**Brief**
Copy out each line of the data holding "this".

**Dataset entries**
------------------------------------

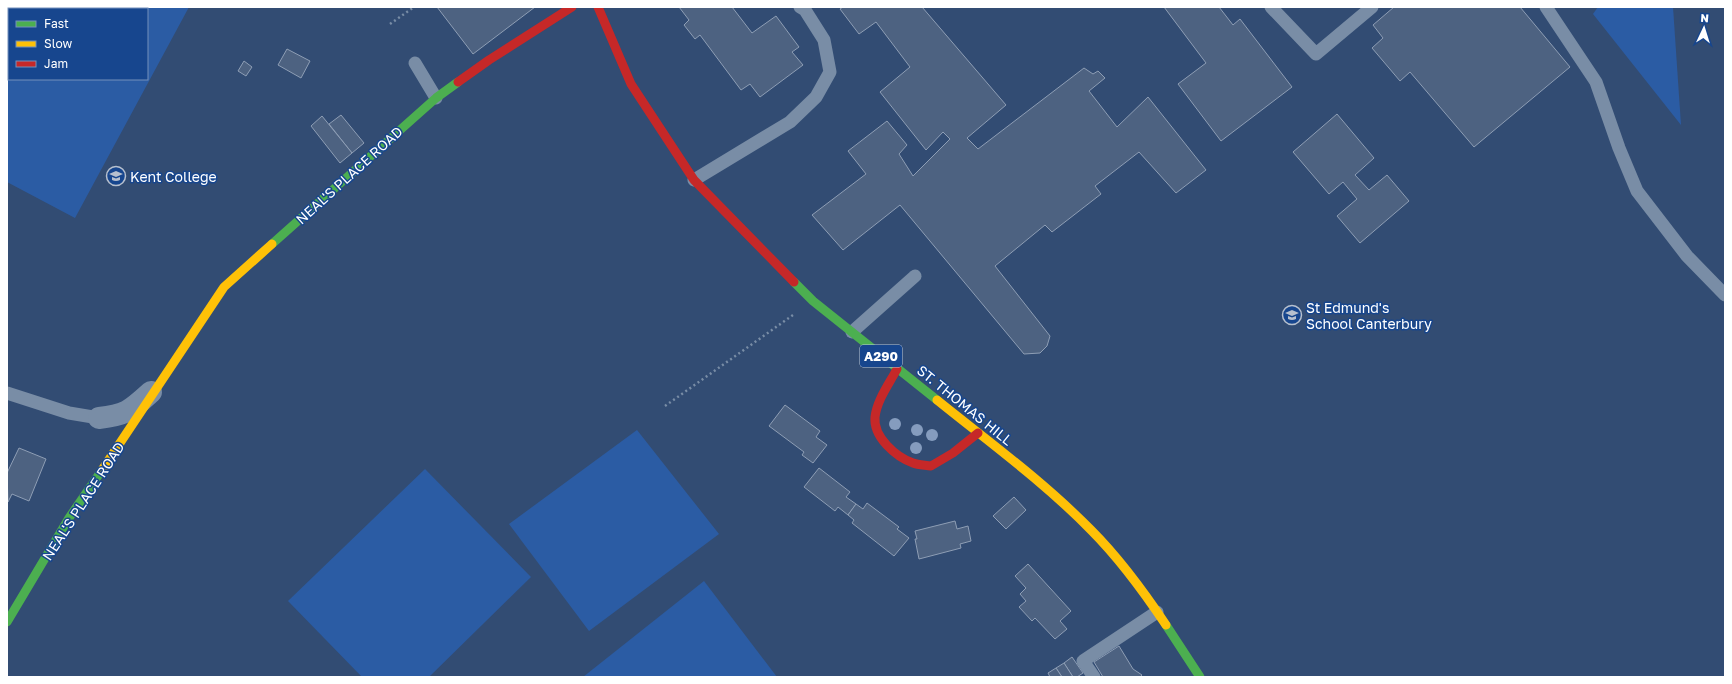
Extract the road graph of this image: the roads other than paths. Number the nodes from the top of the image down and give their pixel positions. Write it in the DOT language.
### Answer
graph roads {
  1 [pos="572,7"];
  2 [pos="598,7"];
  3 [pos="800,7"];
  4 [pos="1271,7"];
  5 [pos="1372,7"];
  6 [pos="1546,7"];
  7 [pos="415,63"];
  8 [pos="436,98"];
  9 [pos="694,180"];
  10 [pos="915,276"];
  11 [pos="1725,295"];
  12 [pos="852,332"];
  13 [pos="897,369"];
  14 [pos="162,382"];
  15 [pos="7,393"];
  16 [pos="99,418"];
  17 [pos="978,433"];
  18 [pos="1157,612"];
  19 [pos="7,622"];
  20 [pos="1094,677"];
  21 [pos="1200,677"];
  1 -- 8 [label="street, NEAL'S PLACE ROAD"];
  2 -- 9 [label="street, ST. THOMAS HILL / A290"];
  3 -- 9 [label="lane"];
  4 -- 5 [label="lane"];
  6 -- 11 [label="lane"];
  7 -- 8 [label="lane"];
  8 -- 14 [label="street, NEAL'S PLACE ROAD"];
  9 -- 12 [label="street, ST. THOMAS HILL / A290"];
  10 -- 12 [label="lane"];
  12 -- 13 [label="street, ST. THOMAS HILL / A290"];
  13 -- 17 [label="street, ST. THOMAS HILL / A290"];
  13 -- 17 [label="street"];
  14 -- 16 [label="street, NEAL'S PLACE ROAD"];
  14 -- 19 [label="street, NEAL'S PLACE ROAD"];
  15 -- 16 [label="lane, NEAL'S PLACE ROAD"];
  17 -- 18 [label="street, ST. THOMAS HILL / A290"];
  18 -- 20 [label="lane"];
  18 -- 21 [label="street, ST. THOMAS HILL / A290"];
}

------------------------------------

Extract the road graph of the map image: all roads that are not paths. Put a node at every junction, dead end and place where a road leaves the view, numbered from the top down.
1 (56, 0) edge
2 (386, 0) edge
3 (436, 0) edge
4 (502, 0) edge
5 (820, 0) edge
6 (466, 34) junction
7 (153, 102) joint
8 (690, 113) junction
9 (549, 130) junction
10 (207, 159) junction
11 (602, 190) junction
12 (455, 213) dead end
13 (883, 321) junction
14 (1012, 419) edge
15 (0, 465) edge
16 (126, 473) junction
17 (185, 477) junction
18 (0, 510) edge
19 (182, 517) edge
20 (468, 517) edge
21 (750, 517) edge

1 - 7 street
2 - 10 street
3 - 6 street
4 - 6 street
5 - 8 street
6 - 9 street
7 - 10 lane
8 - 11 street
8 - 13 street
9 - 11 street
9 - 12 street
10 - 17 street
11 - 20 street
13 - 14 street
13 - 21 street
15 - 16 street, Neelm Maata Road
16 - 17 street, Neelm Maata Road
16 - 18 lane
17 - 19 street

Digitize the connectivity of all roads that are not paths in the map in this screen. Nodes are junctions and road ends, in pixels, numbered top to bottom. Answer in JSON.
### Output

------------------------------------

**Task answer**
Extract the road graph of this image: the roads other than paths. Number the nodes from the top of the image down and give their pixel positions. Write it in the DOT language.
Digitize the connectivity of all roads that are not paths in the map in this screen. Nodes are junctions and road ends, in pixels, numbered top to bottom. Answer in JSON.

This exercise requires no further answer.